## [Goal of the exercise]
In your copy, repeat each record exactly and include no pictures.

## [Stored data]
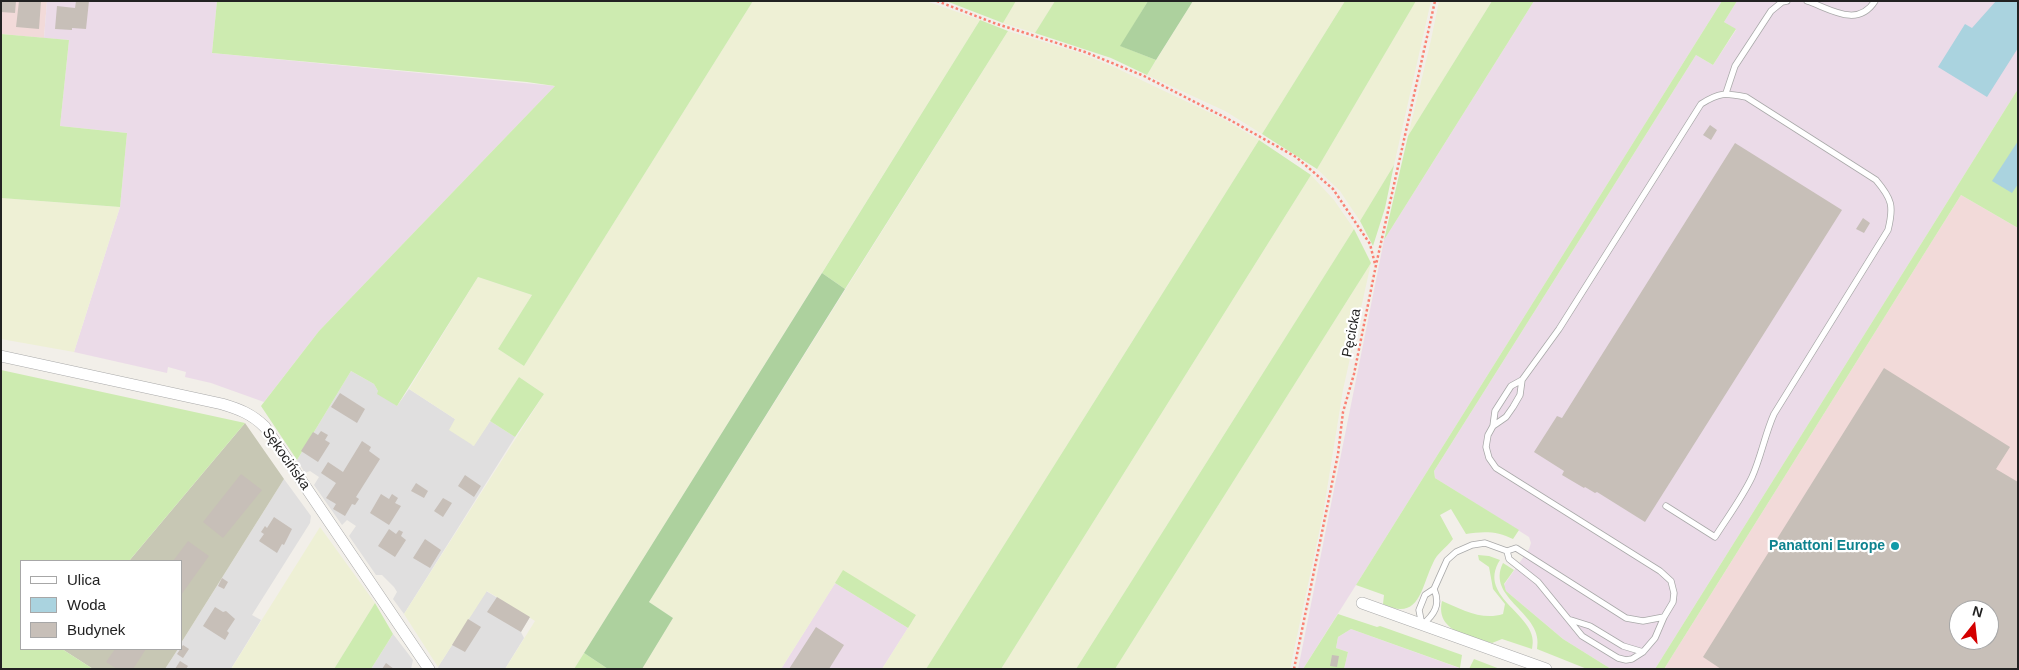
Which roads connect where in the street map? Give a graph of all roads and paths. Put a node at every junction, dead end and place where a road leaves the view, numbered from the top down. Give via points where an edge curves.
1 (937, 1) edge
2 (1436, 1) edge
3 (1787, 1) edge
4 (1807, 1) edge
5 (1875, 1) edge
6 (1726, 93) junction
7 (1376, 265) junction
8 (1, 356) edge
9 (1522, 380) junction
10 (1493, 426) junction
11 (1666, 506) dead end
12 (1507, 551) junction
13 (1434, 590) junction
14 (1362, 603) dead end
15 (1664, 617) junction
16 (1571, 620) junction
17 (1422, 625) junction
18 (1643, 652) junction
19 (429, 669) edge
20 (1294, 669) edge
21 (1546, 669) edge

1 - 7 path via 1144,76 1296,157 1333,189 1370,244
2 - 7 path, Pęcicka
3 - 6 lane via 1771,10 1734,66
4 - 5 lane via 1833,12 1855,15
6 - 9 lane via 1701,104 1559,329
6 - 11 lane via 1746,97 1876,180 1888,194 1892,212 1888,230 1774,414 1752,478 1715,537
7 - 20 path, Pęcicka via 1343,412 1338,454
8 - 19 street, Sękocińska via 222,404 257,419
9 - 10 lane via 1520,395 1510,412
9 - 10 lane via 1511,386 1495,411
10 - 15 lane via 1486,447 1496,468 1671,581 1673,602
12 - 13 lane via 1485,544 1456,552 1447,560
12 - 15 lane via 1516,548 1626,618 1643,621
12 - 16 lane via 1509,559 1538,582
13 - 17 lane via 1425,595 1419,610
13 - 17 lane via 1438,598 1433,616
14 - 17 street
15 - 18 lane via 1655,638
16 - 18 lane via 1590,626 1623,646
16 - 18 lane via 1582,636 1618,658 1632,659
17 - 21 street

## [Task output]
Which roads connect where in the street map? Give a graph of all roads and paths. Put a node at every junction, dead end and place where a road leaves the view, numbered from the top down. Give via points where an edge curves.
1 (937, 1) edge
2 (1436, 1) edge
3 (1787, 1) edge
4 (1807, 1) edge
5 (1875, 1) edge
6 (1726, 93) junction
7 (1376, 265) junction
8 (1, 356) edge
9 (1522, 380) junction
10 (1493, 426) junction
11 (1666, 506) dead end
12 (1507, 551) junction
13 (1434, 590) junction
14 (1362, 603) dead end
15 (1664, 617) junction
16 (1571, 620) junction
17 (1422, 625) junction
18 (1643, 652) junction
19 (429, 669) edge
20 (1294, 669) edge
21 (1546, 669) edge

1 - 7 path via 1144,76 1296,157 1333,189 1370,244
2 - 7 path, Pęcicka
3 - 6 lane via 1771,10 1734,66
4 - 5 lane via 1833,12 1855,15
6 - 9 lane via 1701,104 1559,329
6 - 11 lane via 1746,97 1876,180 1888,194 1892,212 1888,230 1774,414 1752,478 1715,537
7 - 20 path, Pęcicka via 1343,412 1338,454
8 - 19 street, Sękocińska via 222,404 257,419
9 - 10 lane via 1520,395 1510,412
9 - 10 lane via 1511,386 1495,411
10 - 15 lane via 1486,447 1496,468 1671,581 1673,602
12 - 13 lane via 1485,544 1456,552 1447,560
12 - 15 lane via 1516,548 1626,618 1643,621
12 - 16 lane via 1509,559 1538,582
13 - 17 lane via 1425,595 1419,610
13 - 17 lane via 1438,598 1433,616
14 - 17 street
15 - 18 lane via 1655,638
16 - 18 lane via 1590,626 1623,646
16 - 18 lane via 1582,636 1618,658 1632,659
17 - 21 street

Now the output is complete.